**Task statement:** Below are the data; count the lines with the string "הרצל" in them and give that number only.

Collected data:
- Opening Delimiter -
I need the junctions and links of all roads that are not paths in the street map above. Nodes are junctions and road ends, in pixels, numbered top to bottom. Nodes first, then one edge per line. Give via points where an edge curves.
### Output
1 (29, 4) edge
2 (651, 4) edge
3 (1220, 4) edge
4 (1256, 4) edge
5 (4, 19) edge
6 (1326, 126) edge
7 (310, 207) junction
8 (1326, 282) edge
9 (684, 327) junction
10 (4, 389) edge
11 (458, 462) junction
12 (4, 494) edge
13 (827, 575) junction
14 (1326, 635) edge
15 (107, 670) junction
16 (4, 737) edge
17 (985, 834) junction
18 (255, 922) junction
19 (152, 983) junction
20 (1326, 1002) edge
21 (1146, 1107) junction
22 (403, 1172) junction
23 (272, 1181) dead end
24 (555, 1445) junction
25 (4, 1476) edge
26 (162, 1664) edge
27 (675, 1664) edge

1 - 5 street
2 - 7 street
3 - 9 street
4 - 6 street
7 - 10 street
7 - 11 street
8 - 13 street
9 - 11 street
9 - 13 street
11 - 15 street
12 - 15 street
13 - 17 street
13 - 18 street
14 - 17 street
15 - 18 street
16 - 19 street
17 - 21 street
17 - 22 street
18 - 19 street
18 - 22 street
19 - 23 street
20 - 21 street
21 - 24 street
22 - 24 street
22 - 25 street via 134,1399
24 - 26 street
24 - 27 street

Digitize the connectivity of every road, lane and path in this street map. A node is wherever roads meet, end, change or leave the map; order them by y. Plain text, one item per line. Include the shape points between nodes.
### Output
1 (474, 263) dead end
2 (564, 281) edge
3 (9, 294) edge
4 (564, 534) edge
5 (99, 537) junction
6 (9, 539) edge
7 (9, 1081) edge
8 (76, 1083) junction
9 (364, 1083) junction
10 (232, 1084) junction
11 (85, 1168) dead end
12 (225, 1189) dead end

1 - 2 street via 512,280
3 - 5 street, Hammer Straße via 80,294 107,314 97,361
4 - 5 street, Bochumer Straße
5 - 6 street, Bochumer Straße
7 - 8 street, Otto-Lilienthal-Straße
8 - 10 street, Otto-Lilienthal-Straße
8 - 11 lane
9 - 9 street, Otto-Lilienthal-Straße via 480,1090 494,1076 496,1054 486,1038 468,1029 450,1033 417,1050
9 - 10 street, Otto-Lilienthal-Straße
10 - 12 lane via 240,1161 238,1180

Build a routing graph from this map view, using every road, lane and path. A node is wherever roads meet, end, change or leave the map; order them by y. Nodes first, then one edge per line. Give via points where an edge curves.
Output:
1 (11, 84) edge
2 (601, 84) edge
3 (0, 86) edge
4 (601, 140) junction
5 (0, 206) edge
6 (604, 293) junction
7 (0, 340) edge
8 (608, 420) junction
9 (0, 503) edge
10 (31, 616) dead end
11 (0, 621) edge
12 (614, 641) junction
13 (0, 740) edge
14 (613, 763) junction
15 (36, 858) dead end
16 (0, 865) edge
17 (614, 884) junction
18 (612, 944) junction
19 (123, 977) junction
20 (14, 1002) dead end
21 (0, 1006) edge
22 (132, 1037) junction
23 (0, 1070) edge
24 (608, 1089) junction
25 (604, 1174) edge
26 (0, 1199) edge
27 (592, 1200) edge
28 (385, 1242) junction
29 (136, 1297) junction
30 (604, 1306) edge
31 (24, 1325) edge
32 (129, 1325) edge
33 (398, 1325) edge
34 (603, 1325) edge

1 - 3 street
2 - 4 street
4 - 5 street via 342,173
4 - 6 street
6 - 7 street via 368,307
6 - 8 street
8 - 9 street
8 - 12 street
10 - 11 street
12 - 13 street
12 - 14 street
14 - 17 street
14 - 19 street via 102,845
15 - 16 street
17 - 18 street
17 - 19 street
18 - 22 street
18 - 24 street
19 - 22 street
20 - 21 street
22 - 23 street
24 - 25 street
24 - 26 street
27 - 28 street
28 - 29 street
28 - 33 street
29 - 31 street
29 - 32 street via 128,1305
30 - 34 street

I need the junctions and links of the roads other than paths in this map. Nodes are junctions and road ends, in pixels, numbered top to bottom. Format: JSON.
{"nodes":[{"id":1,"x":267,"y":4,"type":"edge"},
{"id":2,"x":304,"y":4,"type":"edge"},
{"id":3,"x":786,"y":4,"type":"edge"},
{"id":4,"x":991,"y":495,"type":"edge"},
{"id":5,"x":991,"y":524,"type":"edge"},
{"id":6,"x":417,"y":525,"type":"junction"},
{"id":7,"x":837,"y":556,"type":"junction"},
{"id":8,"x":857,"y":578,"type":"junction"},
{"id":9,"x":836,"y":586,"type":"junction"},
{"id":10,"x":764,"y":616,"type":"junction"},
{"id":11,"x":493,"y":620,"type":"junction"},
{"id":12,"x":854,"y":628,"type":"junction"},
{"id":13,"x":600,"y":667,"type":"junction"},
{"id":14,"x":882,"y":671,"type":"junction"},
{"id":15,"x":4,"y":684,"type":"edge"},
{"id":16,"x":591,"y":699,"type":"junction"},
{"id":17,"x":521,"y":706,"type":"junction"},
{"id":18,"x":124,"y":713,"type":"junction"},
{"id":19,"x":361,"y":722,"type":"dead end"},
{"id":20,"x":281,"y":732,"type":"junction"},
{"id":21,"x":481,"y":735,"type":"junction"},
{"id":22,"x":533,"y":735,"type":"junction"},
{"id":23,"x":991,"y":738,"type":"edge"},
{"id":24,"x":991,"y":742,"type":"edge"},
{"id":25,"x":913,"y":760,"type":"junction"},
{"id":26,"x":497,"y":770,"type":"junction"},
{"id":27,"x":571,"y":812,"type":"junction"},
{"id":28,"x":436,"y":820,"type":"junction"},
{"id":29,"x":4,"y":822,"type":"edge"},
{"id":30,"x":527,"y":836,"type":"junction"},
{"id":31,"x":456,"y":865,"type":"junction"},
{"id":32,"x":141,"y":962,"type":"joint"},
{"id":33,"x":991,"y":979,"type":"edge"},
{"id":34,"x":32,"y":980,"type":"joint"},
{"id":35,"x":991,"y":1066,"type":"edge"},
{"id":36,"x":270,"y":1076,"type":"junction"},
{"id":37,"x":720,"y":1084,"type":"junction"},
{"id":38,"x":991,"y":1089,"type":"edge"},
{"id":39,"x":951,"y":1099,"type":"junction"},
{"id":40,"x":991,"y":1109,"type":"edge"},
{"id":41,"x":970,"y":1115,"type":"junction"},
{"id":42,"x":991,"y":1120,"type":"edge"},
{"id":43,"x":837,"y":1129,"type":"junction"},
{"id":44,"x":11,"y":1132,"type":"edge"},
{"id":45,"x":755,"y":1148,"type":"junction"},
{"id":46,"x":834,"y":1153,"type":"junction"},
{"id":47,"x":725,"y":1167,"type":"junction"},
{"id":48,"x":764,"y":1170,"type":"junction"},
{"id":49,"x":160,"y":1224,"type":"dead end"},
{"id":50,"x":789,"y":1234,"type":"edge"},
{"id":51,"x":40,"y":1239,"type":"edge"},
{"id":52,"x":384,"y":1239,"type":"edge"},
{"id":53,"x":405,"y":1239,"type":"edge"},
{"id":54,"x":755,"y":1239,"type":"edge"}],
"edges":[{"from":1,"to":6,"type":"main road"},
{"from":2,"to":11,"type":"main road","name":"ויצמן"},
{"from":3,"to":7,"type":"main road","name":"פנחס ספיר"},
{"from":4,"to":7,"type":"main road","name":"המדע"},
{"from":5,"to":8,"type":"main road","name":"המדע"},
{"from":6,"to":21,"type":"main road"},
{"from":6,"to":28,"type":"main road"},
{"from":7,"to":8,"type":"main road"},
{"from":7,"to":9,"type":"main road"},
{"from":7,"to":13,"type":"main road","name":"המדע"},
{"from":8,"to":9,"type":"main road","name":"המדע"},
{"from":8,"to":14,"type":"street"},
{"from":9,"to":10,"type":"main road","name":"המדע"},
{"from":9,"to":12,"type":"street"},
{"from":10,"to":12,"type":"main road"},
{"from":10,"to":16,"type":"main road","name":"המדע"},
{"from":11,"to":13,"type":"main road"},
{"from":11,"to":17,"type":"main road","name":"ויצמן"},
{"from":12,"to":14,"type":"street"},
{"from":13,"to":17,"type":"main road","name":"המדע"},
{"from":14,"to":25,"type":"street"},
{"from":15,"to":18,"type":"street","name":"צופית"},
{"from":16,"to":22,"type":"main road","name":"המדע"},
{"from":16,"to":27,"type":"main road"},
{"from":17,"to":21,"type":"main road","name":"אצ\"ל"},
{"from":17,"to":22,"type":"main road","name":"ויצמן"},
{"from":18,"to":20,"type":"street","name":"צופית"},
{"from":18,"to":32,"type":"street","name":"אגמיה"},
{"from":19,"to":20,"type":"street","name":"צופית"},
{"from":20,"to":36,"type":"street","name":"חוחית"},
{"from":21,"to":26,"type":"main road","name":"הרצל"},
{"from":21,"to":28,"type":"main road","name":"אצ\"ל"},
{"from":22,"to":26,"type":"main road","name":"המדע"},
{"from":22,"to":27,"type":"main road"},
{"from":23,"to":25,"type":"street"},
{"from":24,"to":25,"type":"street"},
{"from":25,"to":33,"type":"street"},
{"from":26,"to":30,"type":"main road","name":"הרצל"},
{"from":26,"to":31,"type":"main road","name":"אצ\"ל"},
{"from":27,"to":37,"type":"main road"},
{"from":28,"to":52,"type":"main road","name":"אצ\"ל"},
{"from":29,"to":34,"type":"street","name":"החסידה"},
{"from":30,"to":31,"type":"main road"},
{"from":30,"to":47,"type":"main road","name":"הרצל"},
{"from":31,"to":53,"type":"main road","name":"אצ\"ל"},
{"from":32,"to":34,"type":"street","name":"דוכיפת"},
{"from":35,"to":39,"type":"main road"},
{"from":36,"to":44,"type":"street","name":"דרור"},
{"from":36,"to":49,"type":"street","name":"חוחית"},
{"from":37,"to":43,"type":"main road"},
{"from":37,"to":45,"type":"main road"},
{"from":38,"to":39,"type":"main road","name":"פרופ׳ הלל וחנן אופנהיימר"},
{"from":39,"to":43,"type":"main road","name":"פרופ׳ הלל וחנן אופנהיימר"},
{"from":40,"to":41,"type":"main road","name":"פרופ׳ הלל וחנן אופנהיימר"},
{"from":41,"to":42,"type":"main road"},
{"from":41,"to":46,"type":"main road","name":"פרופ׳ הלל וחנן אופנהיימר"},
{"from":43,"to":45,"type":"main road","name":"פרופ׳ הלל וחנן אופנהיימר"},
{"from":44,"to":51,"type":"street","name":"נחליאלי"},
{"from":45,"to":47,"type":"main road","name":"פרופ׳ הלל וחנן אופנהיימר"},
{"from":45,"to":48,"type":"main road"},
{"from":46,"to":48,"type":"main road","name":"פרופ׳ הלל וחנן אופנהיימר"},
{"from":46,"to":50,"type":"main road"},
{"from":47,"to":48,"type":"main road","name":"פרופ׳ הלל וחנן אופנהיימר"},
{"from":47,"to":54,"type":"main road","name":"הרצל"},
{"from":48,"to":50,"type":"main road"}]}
- Closing Delimiter -
**Your solution:** 4